Good Heavens! Are you still trying to win?
-Princess Bride

Wednesday, August 31, 2011

Thinking of taking a break

...from the blog. I'm not doing the hcg program now, and I'm not sure how interesting my random stuff is to anybody right now. I like other people's random stuff, but my own seems tedious.

If you have an opinion on that, let me know! Thanks. :)

Tuesday, August 30, 2011

That's just mean

Remember how I was going to go no dairy for a week and see how it went? But then my schedule got messed up and then I forgot about it?

Well, my throat care person has suggested I try it (temporarily). It makes me very sad to not have cream in my tea or my beloved Greek Gods yogurt. Those are low carb things that make my tummy happy.

Gotta do it, though. If it helps, it will be well worth the sacrifice. I think I eat too much yogurt and cheese anyway.

Friday, August 26, 2011

Acceptance

I decided a couple of days ago I needed to stop just fretting about my lack of voice and its impact on Anna's and my school, and start figuring out what we're going to do about it. At first, it felt impossible.

But then, as the acceptance made itself comfortable, some ideas came to mind. On some of the things I normally read aloud, she can! Some things, we just won't do, and will try to catch up later. Some other things, Mark can do. And yet some other things, I'll type out (they have to be short, though). Pretty much every year we've done school, I've had surgery, or some other earth shaking thing has happened; and we've always gotten by.

Yes, I was happy this year my surgery was earlier, and that we apparently had no obstacles in our way this time (I do weary of playing catch-up). But, apparently, this is ours for now.

People tell me, Oh, don't sweat it! It's always easy to say when it's not you. My favorite sports (and life) axiom is this: It's only a "minor" groin pull when it's somebody else.

I know we'll get through. I also know I won't necessarily be fat my whole life. But these challenges are difficult. Today, at my first physical therapy appointment (replete with Anna's computer to "talk" for me), she asked if I was still doing the HCG program. I had to tell her that I did more since I left physical therapy in January, but the last cycle failed, and I'm not doing it right now. Did I imagine a slight look of disapproval? Or is it my own fragile self image telling me, You failed again, Sandra....Well then. Enough musing.

Since the appointment, I've felt a little queasy. I remember that from sessions past, too. Weird. I think it's the massage, releasing toxins. It probably released some trapped anesthetic or something rogue into my blood stream. Or maybe it's just fatigue and pain manifesting from the past two busy days.

Yesterday we saw the ENT who looked at my cords again. The good news is, there's nothing structurally wrong with them. The bad news is, they're swollen and red. I had an acupuncture appointment, and think there's some improvement. I'm going for that again soon. Even the ENT said, "Why not?" At this point, I'm not ruling out anything. While this is frustrating, at least there's every reason to believe it's not permanent. It just feels like it.

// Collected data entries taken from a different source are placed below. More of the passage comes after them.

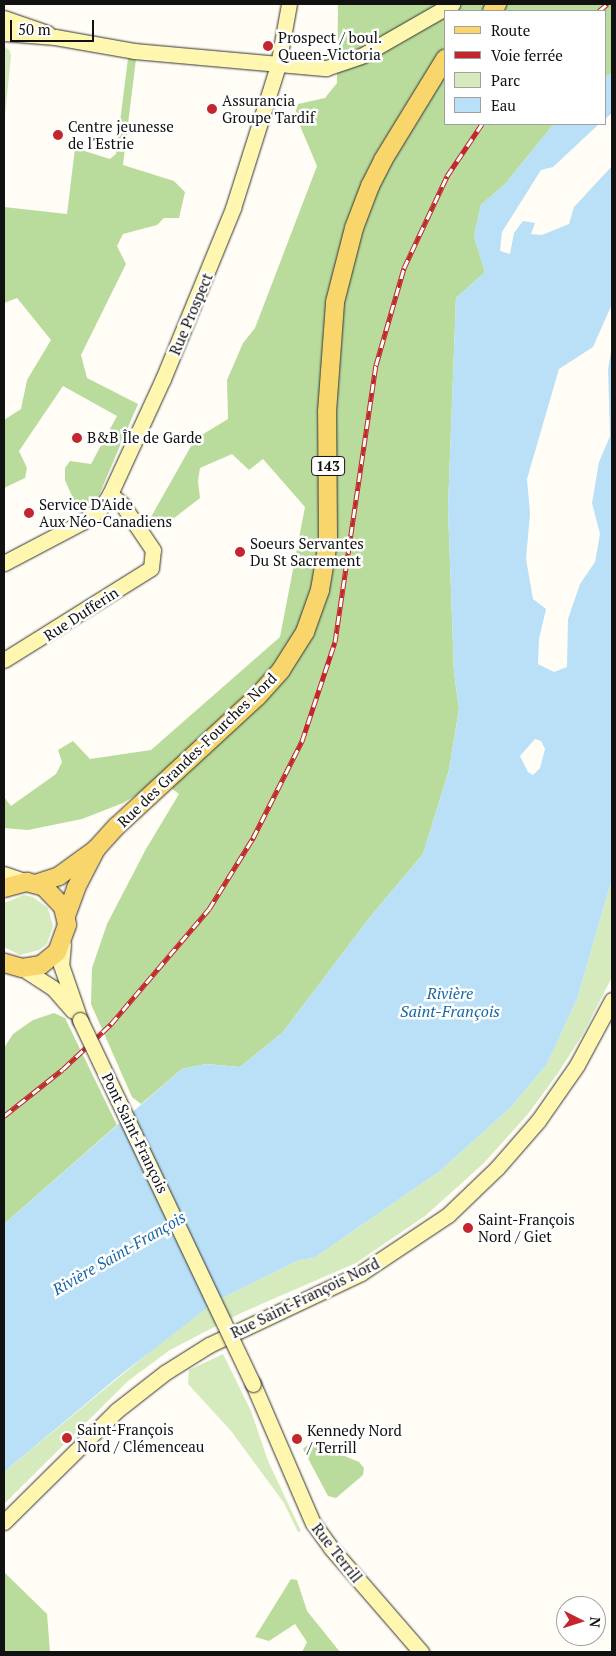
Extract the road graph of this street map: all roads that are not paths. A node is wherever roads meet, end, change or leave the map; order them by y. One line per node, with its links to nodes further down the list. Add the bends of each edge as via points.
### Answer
1 (289, 4): 9 (street, Rue Prospect)
2 (446, 4): 4 (street)
3 (452, 4): 4 (street)
4 (433, 15): 9 (street, via 338,66 313,69)
5 (4, 18): 7 (street, via 20,21)
6 (4, 32): 7 (street)
7 (55, 37): 9 (street, via 118,49)
8 (444, 61): 11 (main road, Rue des Grandes-Fourches Nord / 143)
9 (278, 65): 12 (street, Rue Prospect, via 252,152 206,278)
10 (444, 73): 11 (main road, Rue des Grandes-Fourches Nord / 143)
11 (419, 104): 15 (main road, Rue des Grandes-Fourches Nord / 143, via 370,186 354,228 334,302 328,412 328,542 320,590 305,632 281,670 257,697)
12 (110, 494): 13 (street, Rue Prospect, via 99,510 82,522); 14 (street, Rue Dufferin, via 122,504 152,550 154,562 145,573)
13 (4, 563)
14 (4, 660)
15 (96, 849): 17 (main road, Rue des Grandes-Fourches Nord / 143, via 59,876); 19 (main road, Rue des Grandes-Fourches Nord / 143)
16 (4, 874): 17 (street)
17 (31, 883): 18 (main road, 143); 19 (main road, via 58,899)
18 (4, 888)
19 (66, 916): 20 (main road, 143)
20 (63, 944): 21 (main road, via 42,965); 23 (street, via 61,965)
21 (12, 967): 23 (street, via 53,988)
22 (612, 1000): 25 (street, Rue Saint-François Nord, via 577,1065 538,1121 497,1168 448,1214 360,1273 209,1345 166,1372 110,1417)
23 (80, 1020): 24 (street, Pont Saint-François, bridge)
24 (253, 1384): 26 (street, Rue Terrill, via 313,1523 330,1548)
25 (4, 1522)
26 (421, 1652)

Mark and Anna are at a medieval horse pageant. I'm a little sad I can't be there. But, we'll have fun together when they get home. Best focus on that.

I sure hope my voice is back "in time" to start school. But if it's not, we'll go forward nonetheless.

Tuesday, August 23, 2011

I just hope I don't get fatter

I can be "happy" if I can stay in my current clothes. It sucks enough having to lose the same pounds over again without having to get bigger clothes.

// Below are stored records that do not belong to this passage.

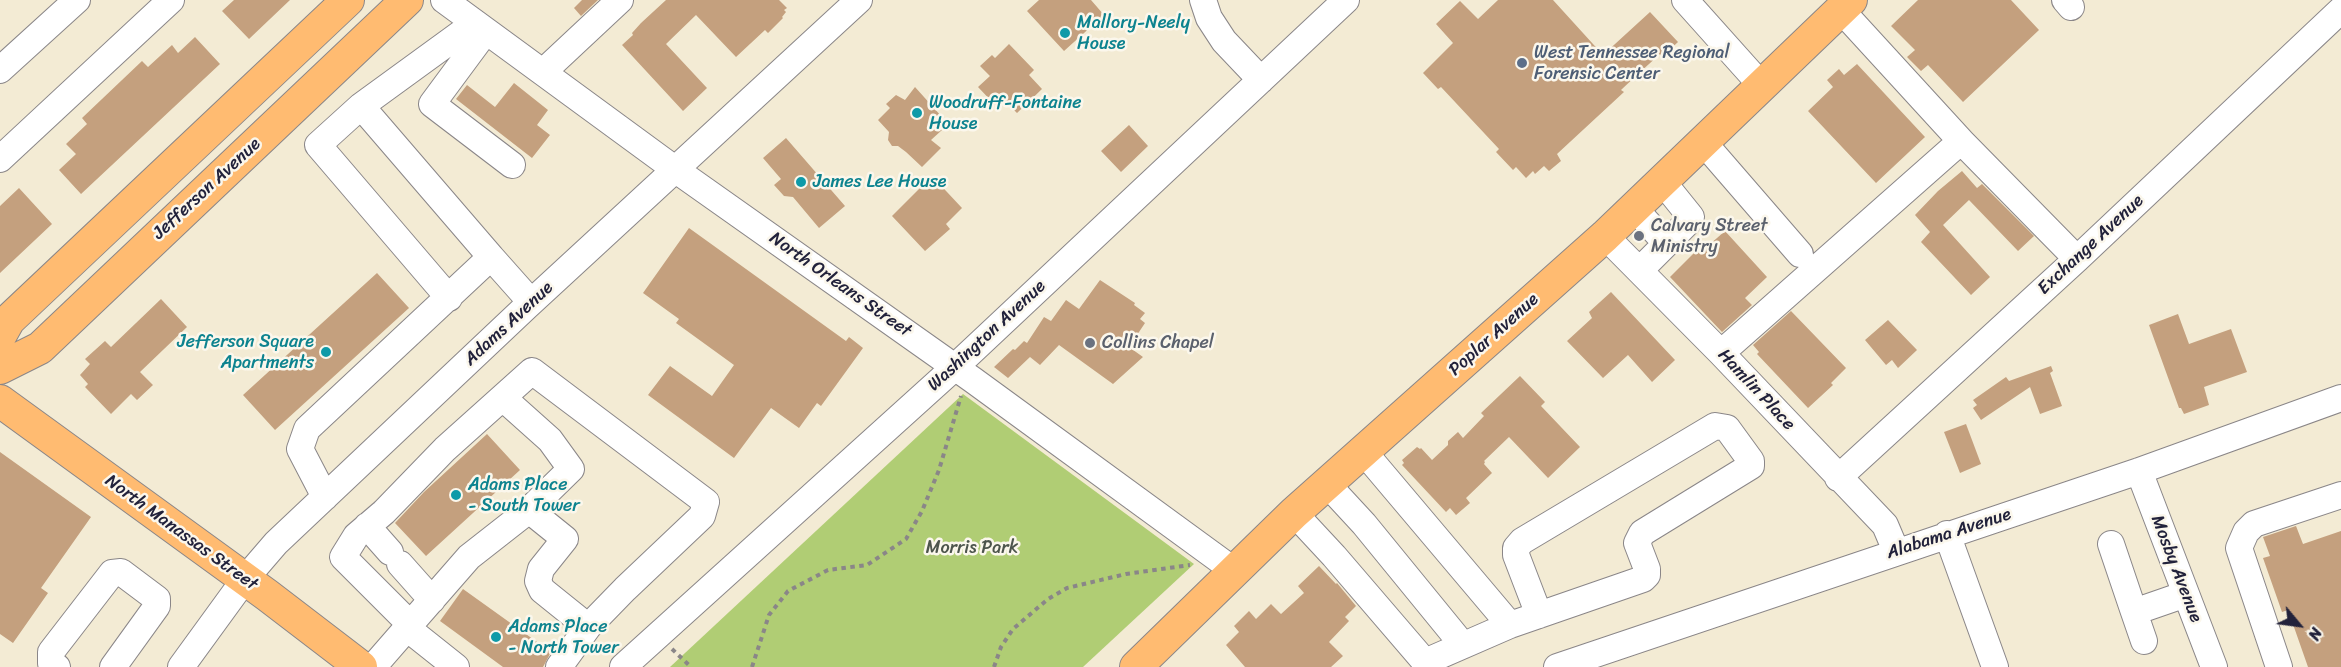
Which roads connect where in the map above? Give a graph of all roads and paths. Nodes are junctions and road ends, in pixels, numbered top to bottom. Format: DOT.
graph roads {
  1 [pos="76,0"];
  2 [pos="171,0"];
  3 [pos="348,0"];
  4 [pos="407,0"];
  5 [pos="444,0"];
  6 [pos="620,0"];
  7 [pos="859,0"];
  8 [pos="1203,0"];
  9 [pos="1346,0"];
  10 [pos="1686,0"];
  11 [pos="1846,5"];
  12 [pos="2341,10"];
  13 [pos="481,27"];
  14 [pos="0,70"];
  15 [pos="543,72"];
  16 [pos="1261,80"];
  17 [pos="1762,86"];
  18 [pos="361,106"];
  19 [pos="1960,141"];
  20 [pos="1703,142"];
  21 [pos="0,159"];
  22 [pos="512,165"];
  23 [pos="676,170"];
  24 [pos="1662,181"];
  25 [pos="1634,208"];
  26 [pos="1605,236"];
  27 [pos="1666,243"];
  28 [pos="1800,254"];
  29 [pos="491,257"];
  30 [pos="2077,259"];
  31 [pos="1640,270"];
  32 [pos="449,298"];
  33 [pos="531,302"];
  34 [pos="0,336"];
  35 [pos="1721,353"];
  36 [pos="0,368"];
  37 [pos="964,373"];
  38 [pos="503,398"];
  39 [pos="2341,398"];
  40 [pos="0,401"];
  41 [pos="1363,451"];
  42 [pos="2139,471"];
  43 [pos="1838,478"];
  44 [pos="1327,484"];
  45 [pos="2341,495"];
  46 [pos="325,497"];
  47 [pos="529,510"];
  48 [pos="1294,513"];
  49 [pos="367,526"];
  50 [pos="1947,534"];
  51 [pos="2111,544"];
  52 [pos="1896,551"];
  53 [pos="1225,565"];
  54 [pos="245,579"];
  55 [pos="2186,594"];
  56 [pos="432,600"];
  57 [pos="2134,612"];
  58 [pos="1539,615"];
  59 [pos="1510,625"];
  60 [pos="409,626"];
  61 [pos="588,627"];
  62 [pos="2144,642"];
  63 [pos="1462,644"];
  64 [pos="1615,658"];
  65 [pos="57,667"];
  66 [pos="112,667"];
  67 [pos="181,667"];
  68 [pos="361,667"];
  69 [pos="373,667"];
  70 [pos="456,667"];
  71 [pos="559,667"];
  72 [pos="623,667"];
  73 [pos="752,667"];
  74 [pos="994,667"];
  75 [pos="1136,667"];
  76 [pos="1557,667"];
  77 [pos="1995,667"];
  78 [pos="2214,667"];
  79 [pos="2279,667"];
  1 -- 14 [label="street"];
  2 -- 21 [label="street"];
  3 -- 34 [label="main road"];
  4 -- 36 [label="main road, Jefferson Avenue"];
  5 -- 13 [label="street, North Orleans Street"];
  6 -- 15 [label="street"];
  7 -- 23 [label="street, Adams Avenue"];
  8 -- 16 [label="street"];
  9 -- 16 [label="street, Washington Avenue"];
  10 -- 17 [label="street"];
  11 -- 17 [label="main road, Poplar Avenue"];
  11 -- 19 [label="street"];
  12 -- 30 [label="street, Exchange Avenue"];
  13 -- 15 [label="street, North Orleans Street"];
  13 -- 18 [label="street"];
  13 -- 22 [label="street"];
  15 -- 23 [label="street, North Orleans Street"];
  16 -- 37 [label="street, Washington Avenue"];
  17 -- 20 [label="main road, Poplar Avenue"];
  18 -- 29 [label="street"];
  18 -- 32 [label="street"];
  19 -- 30 [label="street"];
  19 -- 35 [label="street"];
  20 -- 24 [label="main road, Poplar Avenue"];
  20 -- 28 [label="street"];
  23 -- 33 [label="street, Adams Avenue"];
  23 -- 37 [label="street, North Orleans Street"];
  24 -- 25 [label="main road, Poplar Avenue"];
  24 -- 27 [label="street"];
  25 -- 26 [label="main road, Poplar Avenue"];
  25 -- 27 [label="street"];
  26 -- 31 [label="street, Hamlin Place"];
  26 -- 41 [label="main road, Poplar Avenue"];
  27 -- 31 [label="street"];
  29 -- 32 [label="street"];
  29 -- 33 [label="street"];
  30 -- 43 [label="street, Exchange Avenue"];
  31 -- 35 [label="street, Hamlin Place"];
  32 -- 46 [label="street"];
  33 -- 46 [label="street, Adams Avenue"];
  35 -- 43 [label="street, Hamlin Place"];
  37 -- 53 [label="street, North Orleans Street"];
  37 -- 72 [label="street, Washington Avenue"];
  37 -- 73 [label="path"];
  38 -- 47 [label="street"];
  38 -- 49 [label="street"];
  38 -- 61 [label="street"];
  39 -- 42 [label="street, Alabama Avenue"];
  40 -- 54 [label="main road, North Manassas Street"];
  41 -- 44 [label="main road, Poplar Avenue"];
  41 -- 59 [label="street"];
  42 -- 50 [label="street, Alabama Avenue"];
  42 -- 55 [label="street, Mosby Avenue"];
  43 -- 52 [label="street, Hamlin Place"];
  44 -- 48 [label="main road, Poplar Avenue"];
  44 -- 63 [label="street"];
  45 -- 79 [label="street"];
  46 -- 54 [label="street, Adams Avenue"];
  47 -- 56 [label="street"];
  47 -- 61 [label="street"];
  48 -- 53 [label="main road, Poplar Avenue"];
  48 -- 63 [label="street"];
  49 -- 56 [label="street"];
  49 -- 60 [label="street"];
  50 -- 52 [label="street, Alabama Avenue"];
  50 -- 77 [label="street"];
  51 -- 57 [label="street"];
  52 -- 64 [label="street, Alabama Avenue"];
  53 -- 74 [label="path"];
  53 -- 75 [label="main road, Poplar Avenue"];
  54 -- 67 [label="street, Adams Avenue"];
  54 -- 68 [label="main road, North Manassas Street"];
  55 -- 57 [label="street"];
  55 -- 78 [label="street, Mosby Avenue"];
  56 -- 60 [label="street"];
  57 -- 62 [label="street"];
  58 -- 58 [label="street"];
  58 -- 59 [label="street"];
  59 -- 63 [label="street"];
  60 -- 69 [label="street"];
  60 -- 70 [label="street"];
  61 -- 71 [label="street"];
  64 -- 76 [label="street, Alabama Avenue"];
  65 -- 66 [label="street"];
}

Ideally, when I heal from the surgery I can exercise more, which will help my metabolism.



Leaning toward patience

Between the blog comment and my conversation with my friend Sea Monster, I'm leaning toward working on a healthy maintenance program. It makes sense. My body has been and is going through a lot. I just had spinal surgery, and there's something obviously wrong with having a perpetually inflamed voice box for over two months. Depriving my body of nutrition at this point does seem kind of stupid, when I stop and think about it.

Like I told SM, I think it's a bid on my part to desperately attempt to seize control of my body. I've been gaining weight, the surgery (and the dural tear), my voice...it seems my body is wholly out of my control. And I hate that.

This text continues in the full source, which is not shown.